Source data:
········
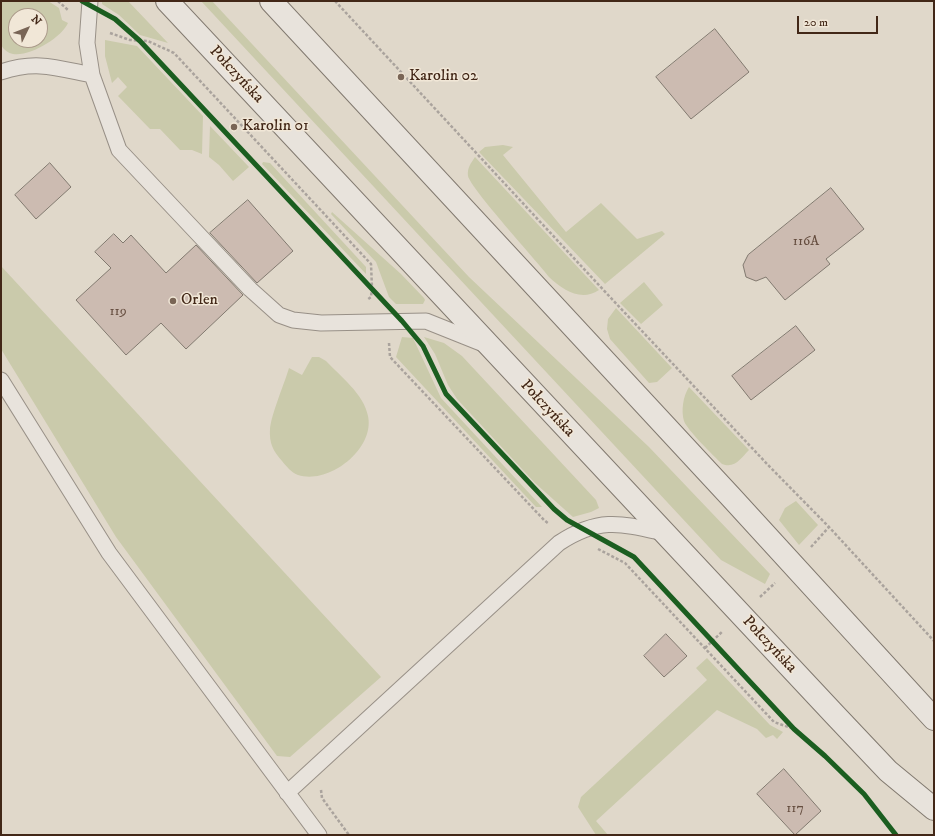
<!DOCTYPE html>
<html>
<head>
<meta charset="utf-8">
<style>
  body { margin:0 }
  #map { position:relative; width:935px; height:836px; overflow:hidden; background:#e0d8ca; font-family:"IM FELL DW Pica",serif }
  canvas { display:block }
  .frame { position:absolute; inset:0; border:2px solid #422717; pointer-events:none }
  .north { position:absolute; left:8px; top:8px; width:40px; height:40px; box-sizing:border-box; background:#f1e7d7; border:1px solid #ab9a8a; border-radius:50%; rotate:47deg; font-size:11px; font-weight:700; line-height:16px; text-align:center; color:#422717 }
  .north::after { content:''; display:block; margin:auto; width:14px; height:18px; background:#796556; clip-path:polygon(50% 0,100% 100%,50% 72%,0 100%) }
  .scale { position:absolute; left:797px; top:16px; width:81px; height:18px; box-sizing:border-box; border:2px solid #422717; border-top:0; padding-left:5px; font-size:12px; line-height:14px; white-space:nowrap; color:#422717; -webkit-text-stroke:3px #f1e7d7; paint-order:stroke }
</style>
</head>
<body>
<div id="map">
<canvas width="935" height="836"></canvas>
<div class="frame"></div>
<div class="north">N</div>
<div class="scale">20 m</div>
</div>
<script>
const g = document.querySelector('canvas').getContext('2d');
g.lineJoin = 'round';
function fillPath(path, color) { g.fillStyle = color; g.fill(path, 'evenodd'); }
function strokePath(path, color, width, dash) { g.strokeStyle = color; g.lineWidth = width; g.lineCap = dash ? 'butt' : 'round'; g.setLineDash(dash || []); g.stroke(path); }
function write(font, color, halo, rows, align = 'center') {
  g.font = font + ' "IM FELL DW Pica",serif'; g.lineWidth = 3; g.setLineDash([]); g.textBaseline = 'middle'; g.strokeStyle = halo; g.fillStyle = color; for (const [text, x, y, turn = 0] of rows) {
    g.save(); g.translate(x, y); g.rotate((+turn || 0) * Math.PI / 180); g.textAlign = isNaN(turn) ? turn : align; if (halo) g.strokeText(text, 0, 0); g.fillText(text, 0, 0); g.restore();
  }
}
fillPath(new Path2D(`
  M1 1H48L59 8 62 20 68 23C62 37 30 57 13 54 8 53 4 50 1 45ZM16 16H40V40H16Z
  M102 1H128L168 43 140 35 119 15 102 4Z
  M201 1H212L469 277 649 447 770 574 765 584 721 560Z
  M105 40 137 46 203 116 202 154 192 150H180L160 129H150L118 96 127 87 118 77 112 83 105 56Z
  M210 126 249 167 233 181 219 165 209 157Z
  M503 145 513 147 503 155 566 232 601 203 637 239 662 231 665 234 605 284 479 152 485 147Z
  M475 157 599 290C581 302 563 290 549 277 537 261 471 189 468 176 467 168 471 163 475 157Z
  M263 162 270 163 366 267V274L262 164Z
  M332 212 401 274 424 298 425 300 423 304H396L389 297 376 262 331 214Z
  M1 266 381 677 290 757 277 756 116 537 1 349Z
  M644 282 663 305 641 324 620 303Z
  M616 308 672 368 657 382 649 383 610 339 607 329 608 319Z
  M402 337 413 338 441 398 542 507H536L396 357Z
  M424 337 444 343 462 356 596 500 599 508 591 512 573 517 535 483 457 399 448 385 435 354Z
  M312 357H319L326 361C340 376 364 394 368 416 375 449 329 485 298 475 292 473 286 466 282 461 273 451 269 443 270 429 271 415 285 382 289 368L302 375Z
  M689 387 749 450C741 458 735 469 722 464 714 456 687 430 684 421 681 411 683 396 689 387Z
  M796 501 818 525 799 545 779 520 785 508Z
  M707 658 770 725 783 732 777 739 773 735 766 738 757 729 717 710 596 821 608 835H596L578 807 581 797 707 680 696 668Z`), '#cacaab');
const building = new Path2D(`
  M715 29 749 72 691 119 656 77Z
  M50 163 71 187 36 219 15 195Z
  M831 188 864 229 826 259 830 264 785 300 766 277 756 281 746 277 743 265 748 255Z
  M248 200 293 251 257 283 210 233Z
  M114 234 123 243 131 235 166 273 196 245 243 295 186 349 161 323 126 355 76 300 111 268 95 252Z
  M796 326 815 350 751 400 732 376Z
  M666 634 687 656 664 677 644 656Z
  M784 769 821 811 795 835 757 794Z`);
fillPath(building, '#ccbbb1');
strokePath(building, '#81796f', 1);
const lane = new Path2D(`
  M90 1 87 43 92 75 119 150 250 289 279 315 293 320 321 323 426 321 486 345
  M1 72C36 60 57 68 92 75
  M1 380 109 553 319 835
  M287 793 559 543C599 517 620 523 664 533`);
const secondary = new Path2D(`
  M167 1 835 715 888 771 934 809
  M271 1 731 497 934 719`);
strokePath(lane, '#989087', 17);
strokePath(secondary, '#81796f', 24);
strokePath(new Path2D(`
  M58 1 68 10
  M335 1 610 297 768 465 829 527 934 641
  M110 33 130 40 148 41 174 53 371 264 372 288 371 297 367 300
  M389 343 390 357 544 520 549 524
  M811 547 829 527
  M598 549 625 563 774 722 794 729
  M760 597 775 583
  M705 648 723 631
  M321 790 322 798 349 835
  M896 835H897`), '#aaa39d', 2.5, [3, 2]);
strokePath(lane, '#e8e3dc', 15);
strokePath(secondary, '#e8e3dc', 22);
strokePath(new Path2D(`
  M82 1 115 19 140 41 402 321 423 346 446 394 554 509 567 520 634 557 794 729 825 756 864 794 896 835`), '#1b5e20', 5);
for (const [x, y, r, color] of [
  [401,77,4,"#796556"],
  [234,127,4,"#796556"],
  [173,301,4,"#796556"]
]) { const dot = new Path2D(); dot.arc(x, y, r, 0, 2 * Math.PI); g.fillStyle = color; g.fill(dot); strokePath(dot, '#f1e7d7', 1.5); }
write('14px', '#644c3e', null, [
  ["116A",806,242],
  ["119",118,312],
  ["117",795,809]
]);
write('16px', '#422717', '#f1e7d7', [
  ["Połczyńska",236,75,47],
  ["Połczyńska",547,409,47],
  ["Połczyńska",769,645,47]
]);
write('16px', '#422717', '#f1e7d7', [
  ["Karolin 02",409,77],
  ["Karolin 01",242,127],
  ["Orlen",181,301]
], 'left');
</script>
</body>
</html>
········
● **TASK GOAL**: Which lines in the records above hold the string "setLineDash"? Copy each of them.

● **RESPONSE**:
function strokePath(path, color, width, dash) { g.strokeStyle = color; g.lineWidth = width; g.lineCap = dash ? 'butt' : 'round'; g.setLineDash(dash || []); g.stroke(path); }
  g.font = font + ' "IM FELL DW Pica",serif'; g.lineWidth = 3; g.setLineDash([]); g.textBaseline = 'middle'; g.strokeStyle = halo; g.fillStyle = color; for (const [text, x, y, turn = 0] of rows) {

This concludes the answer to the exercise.